Selon Reporterre, la température moyenne de surface des océans en mars 2026 s’est approchée du record absolu, atteignant la deuxième valeur la plus élevée jamais enregistrée à cette période de l’année. Ces données, publiées dans le dernier bulletin mensuel de l’observatoire européen Copernicus, confirment une tendance alarmante de réchauffement des masses d’eau à l’échelle mondiale.

Ce phénomène s’inscrit dans un contexte de transition climatique marquée. Les scientifiques de Copernicus soulignent que ces températures record pourraient indiquer l’amorce d’un épisode El Niño, un cycle naturel caractérisé par un réchauffement anormal des eaux du Pacifique équatorial. Un tel événement aurait des répercussions globales, influençant les régimes météorologiques et accentuant les pics de chaleur sur l’ensemble de la planète.

Ce qu'il faut retenir

  • La température moyenne des océans en mars 2026 a frôlé le record absolu, se classant au deuxième rang des valeurs les plus élevées jamais mesurées.
  • Ces données proviennent du dernier bulletin mensuel de l’observatoire européen Copernicus.
  • Les experts évoquent une transition probable vers El Niño, susceptible de renforcer le réchauffement climatique global.
  • Le phénomène El Niño pourrait impacter les régimes météorologiques à l’échelle mondiale, aggravant les épisodes de chaleur extrême.
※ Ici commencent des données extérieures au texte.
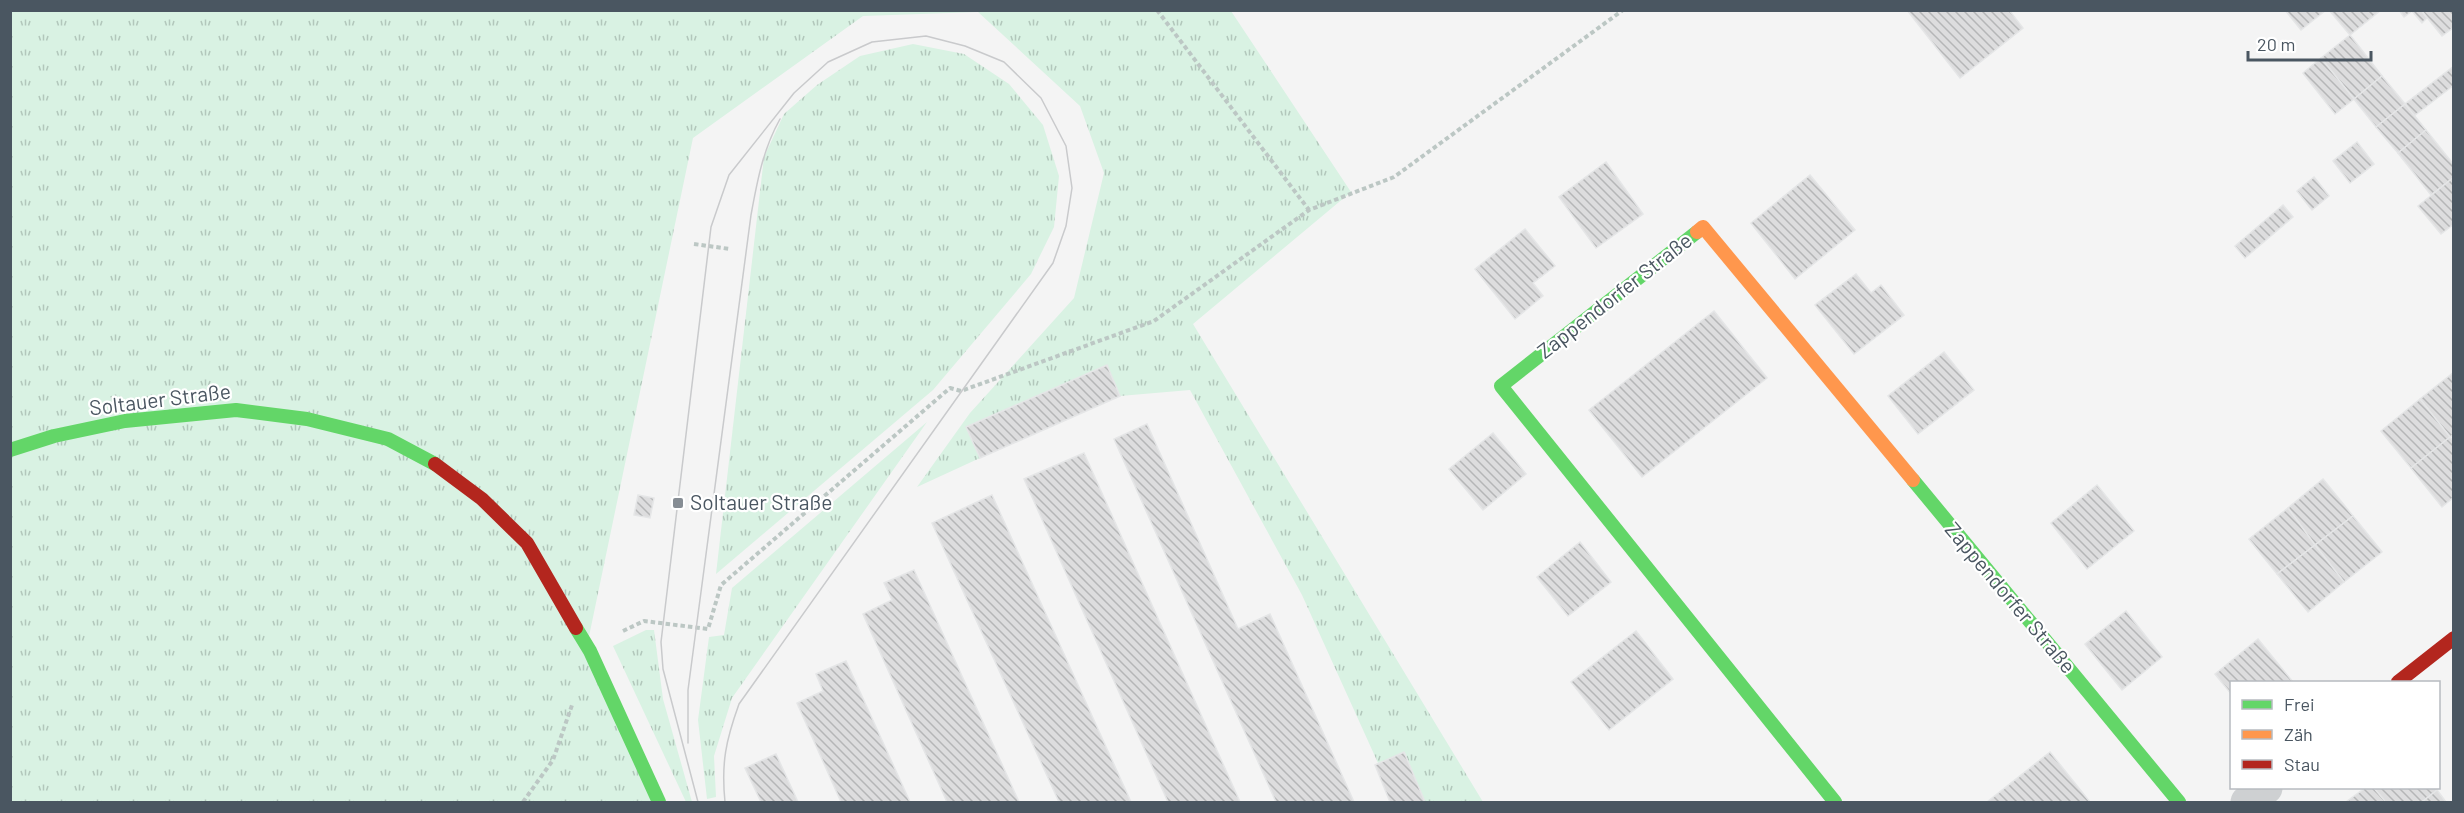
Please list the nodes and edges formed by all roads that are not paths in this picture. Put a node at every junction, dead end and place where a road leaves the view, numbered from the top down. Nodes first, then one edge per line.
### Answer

Un océan de plus en plus chaud : une tendance préoccupante

Les relevés de Copernicus montrent que la température de surface des océans entre le 60ᵉ parallèle sud et le 60ᵉ parallèle nord a dépassé de manière significative les moyennes historiques pour mars. En 2026, cette anomalie thermique s’est traduite par des écarts de +1,2°C à +1,5°C par rapport à la normale climatologique établie entre 1991 et 2020. Autant dire que l’océan, régulateur thermique de la planète, peine à absorber l’excès de chaleur accumulé dans l’atmosphère.

Cette hausse des températures marines n’est pas un phénomène isolé. Depuis 2023, les scientifiques observent une accélération du réchauffement des océans, avec des records successifs battus chaque année. En 2025, déjà, la température moyenne des océans avait atteint des niveaux sans précédent, mais la tendance se poursuit en 2026, confirmant une accélération du changement climatique.

El Niño en embuscade : quels risques pour la planète ?

Selon les climatologues de Copernicus, les températures océaniques actuelles pourraient bien marquer le début d’un nouvel épisode El Niño. Ce phénomène, qui se caractérise par un réchauffement des eaux du Pacifique central et oriental, perturbe les courants atmosphériques et entraîne des bouleversements météorologiques à l’échelle planétaire.

Les conséquences potentielles sont multiples : sécheresses prolongées en Asie du Sud-Est, pluies diluviennes en Amérique du Sud, canicules plus intenses en Afrique et en Europe. « Nous assistons à une transition probable vers El Niño », a déclaré un porte-parole de Copernicus, avant d’ajouter : « Si ce scénario se confirme, nous pourrions assister à une amplification des phénomènes extrêmes d’ici la fin de l’année. »

Et maintenant ?

Les prochains mois seront déterminants pour confirmer ou infirmer l’installation d’un épisode El Niño. Les prévisions saisonnières de Copernicus indiquent que d’ici juin 2026, les modèles climatiques pourraient fournir des indications plus précises sur l’intensité et la durée de ce phénomène. En attendant, les scientifiques appellent à une vigilance accrue, notamment dans les régions les plus exposées aux aléas météorologiques.

Ce nouveau signe d’alerte s’ajoute à une liste déjà longue de records climatiques. Alors que les négociations internationales sur le climat peinent à aboutir à des mesures contraignantes, l’accélération du réchauffement des océans rappelle l’urgence d’agir pour limiter les émissions de gaz à effet de serre. Sans une réduction drastique de ces émissions, les années à venir pourraient voir s’intensifier ces anomalies thermiques, avec des conséquences irréversibles pour les écosystèmes marins et les populations humaines.

Les océans absorbent plus de 90 % de l’excès de chaleur généré par les activités humaines. Leur réchauffement est donc un marqueur direct du déséquilibre énergétique de la planète, bien plus fiable que les températures atmosphériques, soumises à des variations quotidiennes. Une hausse durable de ces températures aggrave les risques de blanchiment des coraux, de montée des eaux et de modification des courants marins.